• _Exercise description_
Verbatim repeat, images excluded. Give each entry again as written.

Saved entries:
%%

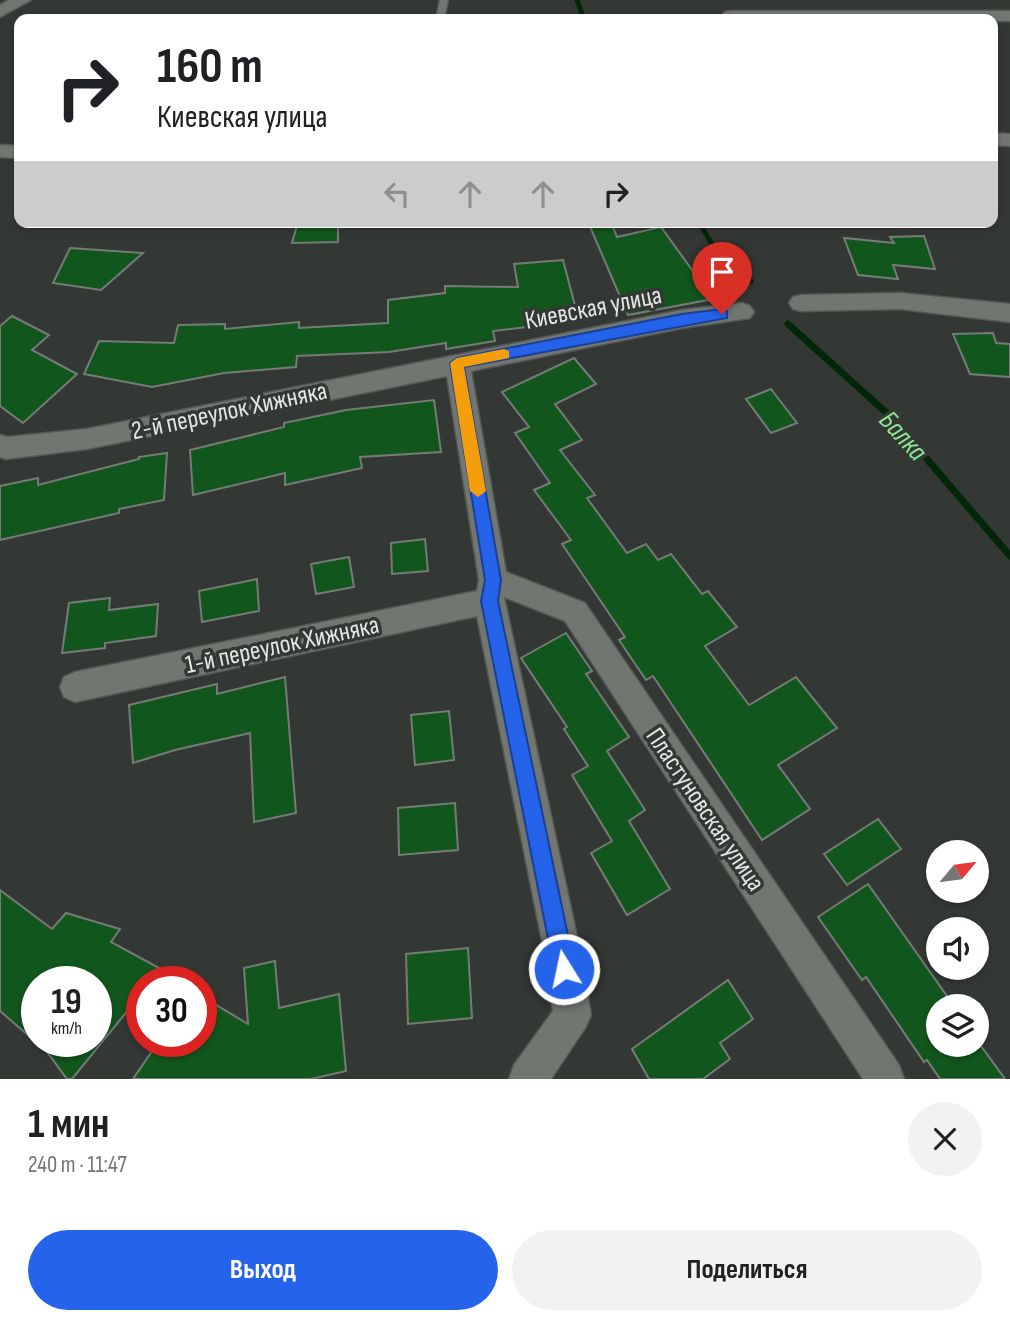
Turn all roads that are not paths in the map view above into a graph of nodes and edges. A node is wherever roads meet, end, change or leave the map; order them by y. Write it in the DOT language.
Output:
graph roads {
  1 [pos="22,0"];
  2 [pos="1007,0"];
  3 [pos="1010,10"];
  4 [pos="0,12"];
  5 [pos="801,303"];
  6 [pos="742,312"];
  7 [pos="1010,313"];
  8 [pos="457,363"];
  9 [pos="0,445"];
  10 [pos="491,590"];
  11 [pos="75,687"];
  12 [pos="528,1079"];
  13 [pos="885,1079"];
  1 -- 4 [label="street"];
  2 -- 3 [label="street"];
  5 -- 7 [label="street"];
  6 -- 8 [label="street, Киевская улица"];
  8 -- 9 [label="street, 2-й переулок Хижняка"];
  8 -- 10 [label="street"];
  10 -- 11 [label="street, 1-й переулок Хижняка"];
  10 -- 12 [label="street"];
  10 -- 13 [label="street, Пластуновская улица"];
}
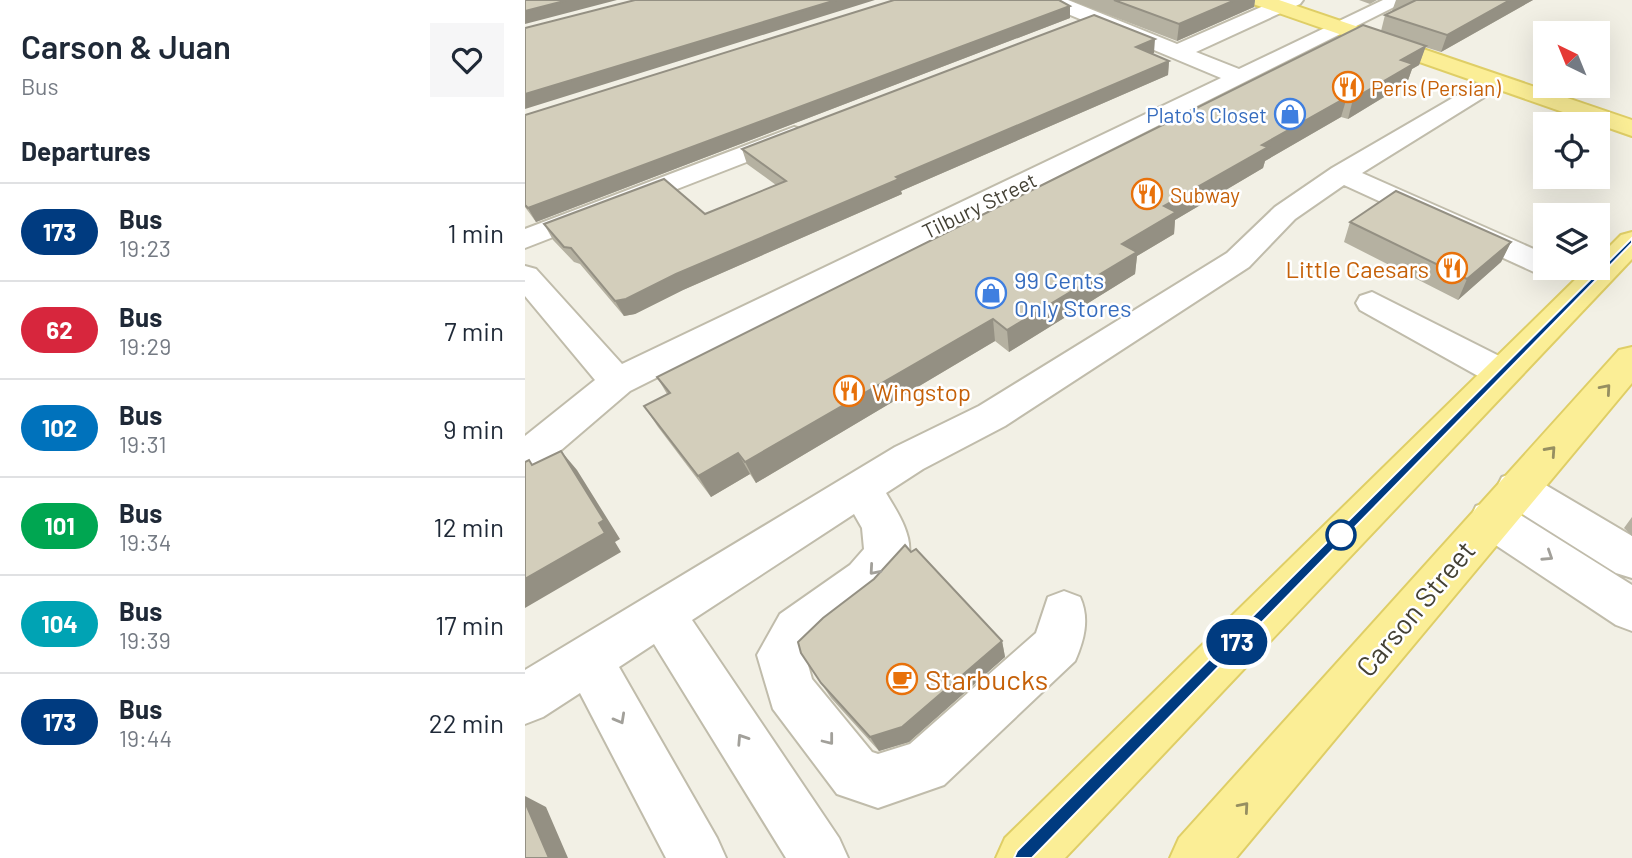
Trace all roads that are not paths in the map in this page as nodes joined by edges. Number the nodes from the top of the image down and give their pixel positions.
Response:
1 (1051, 0) edge
2 (1398, 0) edge
3 (1277, 2) edge
4 (1094, 18) junction
5 (1341, 28) junction
6 (1055, 33) edge
7 (1177, 52) junction
8 (1239, 78) junction
9 (1494, 81) junction
10 (822, 124) edge
11 (1632, 128) edge
12 (1342, 174) junction
13 (525, 239) edge
14 (1632, 241) edge
15 (1533, 260) edge
16 (525, 276) edge
17 (1579, 280) edge
18 (1590, 285) junction
19 (1372, 303) dead end
20 (1632, 359) edge
21 (1500, 372) junction
22 (617, 382) junction
23 (525, 458) edge
24 (861, 488) junction
25 (1504, 504) junction
26 (1632, 559) edge
27 (1632, 610) edge
28 (660, 612) junction
29 (1064, 612) dead end
30 (588, 659) junction
31 (525, 699) edge
32 (697, 858) edge
33 (819, 858) edge
34 (1025, 858) edge
35 (1199, 858) edge

1 - 4 street
2 - 5 street, Tilbury Street
3 - 5 main road
3 - 7 street
4 - 6 street
4 - 7 street
5 - 8 street, Tilbury Street
5 - 9 main road
7 - 8 street
8 - 22 street, Tilbury Street
9 - 11 main road
9 - 12 street
10 - 13 street
12 - 15 street
12 - 24 street
14 - 18 main road
16 - 22 street
17 - 18 street
18 - 21 main road
19 - 21 street
25 -> 20 main road, Carson Street
21 - 34 main road
22 - 23 street, Tilbury Street
24 - 28 street
24 -> 29 street
25 - 26 street
25 -> 27 street
35 -> 25 main road, Carson Street
28 - 30 street
33 -> 28 street
30 - 31 street
30 -> 32 street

%%

• _Answer for this exercise_
Turn all roads that are not paths in the map view above into a graph of nodes and edges. A node is wherever roads meet, end, change or leave the map; order them by y. Write it in the DOT language.
Output:
graph roads {
  1 [pos="22,0"];
  2 [pos="1007,0"];
  3 [pos="1010,10"];
  4 [pos="0,12"];
  5 [pos="801,303"];
  6 [pos="742,312"];
  7 [pos="1010,313"];
  8 [pos="457,363"];
  9 [pos="0,445"];
  10 [pos="491,590"];
  11 [pos="75,687"];
  12 [pos="528,1079"];
  13 [pos="885,1079"];
  1 -- 4 [label="street"];
  2 -- 3 [label="street"];
  5 -- 7 [label="street"];
  6 -- 8 [label="street, Киевская улица"];
  8 -- 9 [label="street, 2-й переулок Хижняка"];
  8 -- 10 [label="street"];
  10 -- 11 [label="street, 1-й переулок Хижняка"];
  10 -- 12 [label="street"];
  10 -- 13 [label="street, Пластуновская улица"];
}
Trace all roads that are not paths in the map in this page as nodes joined by edges. Number the nodes from the top of the image down and give their pixel positions.
Response:
1 (1051, 0) edge
2 (1398, 0) edge
3 (1277, 2) edge
4 (1094, 18) junction
5 (1341, 28) junction
6 (1055, 33) edge
7 (1177, 52) junction
8 (1239, 78) junction
9 (1494, 81) junction
10 (822, 124) edge
11 (1632, 128) edge
12 (1342, 174) junction
13 (525, 239) edge
14 (1632, 241) edge
15 (1533, 260) edge
16 (525, 276) edge
17 (1579, 280) edge
18 (1590, 285) junction
19 (1372, 303) dead end
20 (1632, 359) edge
21 (1500, 372) junction
22 (617, 382) junction
23 (525, 458) edge
24 (861, 488) junction
25 (1504, 504) junction
26 (1632, 559) edge
27 (1632, 610) edge
28 (660, 612) junction
29 (1064, 612) dead end
30 (588, 659) junction
31 (525, 699) edge
32 (697, 858) edge
33 (819, 858) edge
34 (1025, 858) edge
35 (1199, 858) edge

1 - 4 street
2 - 5 street, Tilbury Street
3 - 5 main road
3 - 7 street
4 - 6 street
4 - 7 street
5 - 8 street, Tilbury Street
5 - 9 main road
7 - 8 street
8 - 22 street, Tilbury Street
9 - 11 main road
9 - 12 street
10 - 13 street
12 - 15 street
12 - 24 street
14 - 18 main road
16 - 22 street
17 - 18 street
18 - 21 main road
19 - 21 street
25 -> 20 main road, Carson Street
21 - 34 main road
22 - 23 street, Tilbury Street
24 - 28 street
24 -> 29 street
25 - 26 street
25 -> 27 street
35 -> 25 main road, Carson Street
28 - 30 street
33 -> 28 street
30 - 31 street
30 -> 32 street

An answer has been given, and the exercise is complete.